__Task requirements__:
Report each line of the entries below that includes "nodes".

__Information given__:
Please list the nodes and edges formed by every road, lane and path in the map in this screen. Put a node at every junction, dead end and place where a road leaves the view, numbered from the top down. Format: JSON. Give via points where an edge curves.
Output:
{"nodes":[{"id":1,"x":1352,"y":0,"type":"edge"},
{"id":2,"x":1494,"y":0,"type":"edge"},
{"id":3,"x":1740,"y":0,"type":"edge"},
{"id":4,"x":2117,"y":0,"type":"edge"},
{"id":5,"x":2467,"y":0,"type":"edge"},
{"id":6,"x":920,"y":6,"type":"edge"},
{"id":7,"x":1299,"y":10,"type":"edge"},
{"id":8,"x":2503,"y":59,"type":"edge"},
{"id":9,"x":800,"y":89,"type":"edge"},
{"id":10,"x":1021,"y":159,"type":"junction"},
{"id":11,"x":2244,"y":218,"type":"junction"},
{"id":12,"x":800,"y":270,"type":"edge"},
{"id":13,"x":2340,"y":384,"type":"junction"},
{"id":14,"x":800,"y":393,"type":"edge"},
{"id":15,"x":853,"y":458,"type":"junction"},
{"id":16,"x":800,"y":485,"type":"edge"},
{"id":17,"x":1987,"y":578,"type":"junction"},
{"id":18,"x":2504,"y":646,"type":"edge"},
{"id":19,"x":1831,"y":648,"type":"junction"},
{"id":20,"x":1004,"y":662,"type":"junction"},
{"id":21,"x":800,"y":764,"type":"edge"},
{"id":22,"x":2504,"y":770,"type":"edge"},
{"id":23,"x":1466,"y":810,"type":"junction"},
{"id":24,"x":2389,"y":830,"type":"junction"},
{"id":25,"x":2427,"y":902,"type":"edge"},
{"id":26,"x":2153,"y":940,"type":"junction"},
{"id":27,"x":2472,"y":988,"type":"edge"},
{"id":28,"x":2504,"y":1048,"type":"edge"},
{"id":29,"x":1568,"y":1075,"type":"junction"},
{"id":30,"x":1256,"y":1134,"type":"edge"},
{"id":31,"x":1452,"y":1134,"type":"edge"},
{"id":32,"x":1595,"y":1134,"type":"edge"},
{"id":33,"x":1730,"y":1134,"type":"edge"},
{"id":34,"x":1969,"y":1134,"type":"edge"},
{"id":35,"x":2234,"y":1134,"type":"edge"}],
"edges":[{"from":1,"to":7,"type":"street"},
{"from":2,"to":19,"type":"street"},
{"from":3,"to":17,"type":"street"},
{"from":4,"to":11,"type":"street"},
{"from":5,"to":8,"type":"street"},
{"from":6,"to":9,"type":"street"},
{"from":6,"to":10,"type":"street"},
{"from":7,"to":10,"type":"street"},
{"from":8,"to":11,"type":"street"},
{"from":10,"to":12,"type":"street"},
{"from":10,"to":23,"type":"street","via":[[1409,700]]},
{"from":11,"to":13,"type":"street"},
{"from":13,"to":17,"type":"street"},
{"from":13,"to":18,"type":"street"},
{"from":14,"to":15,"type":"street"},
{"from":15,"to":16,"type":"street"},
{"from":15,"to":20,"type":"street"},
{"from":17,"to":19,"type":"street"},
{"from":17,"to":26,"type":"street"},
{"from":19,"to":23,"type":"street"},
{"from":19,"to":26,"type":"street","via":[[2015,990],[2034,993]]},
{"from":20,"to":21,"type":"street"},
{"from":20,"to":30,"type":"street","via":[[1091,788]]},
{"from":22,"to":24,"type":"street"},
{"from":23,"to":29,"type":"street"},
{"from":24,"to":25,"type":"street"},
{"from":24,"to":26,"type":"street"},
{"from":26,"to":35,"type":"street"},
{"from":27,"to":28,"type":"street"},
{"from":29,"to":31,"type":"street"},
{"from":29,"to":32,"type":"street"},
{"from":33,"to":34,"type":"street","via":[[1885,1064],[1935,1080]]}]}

__Written answer__:
Please list the nodes and edges formed by every road, lane and path in the map in this screen. Put a node at every junction, dead end and place where a road leaves the view, numbered from the top down. Format: JSON. Give via points where an edge curves.
{"nodes":[{"id":1,"x":1352,"y":0,"type":"edge"},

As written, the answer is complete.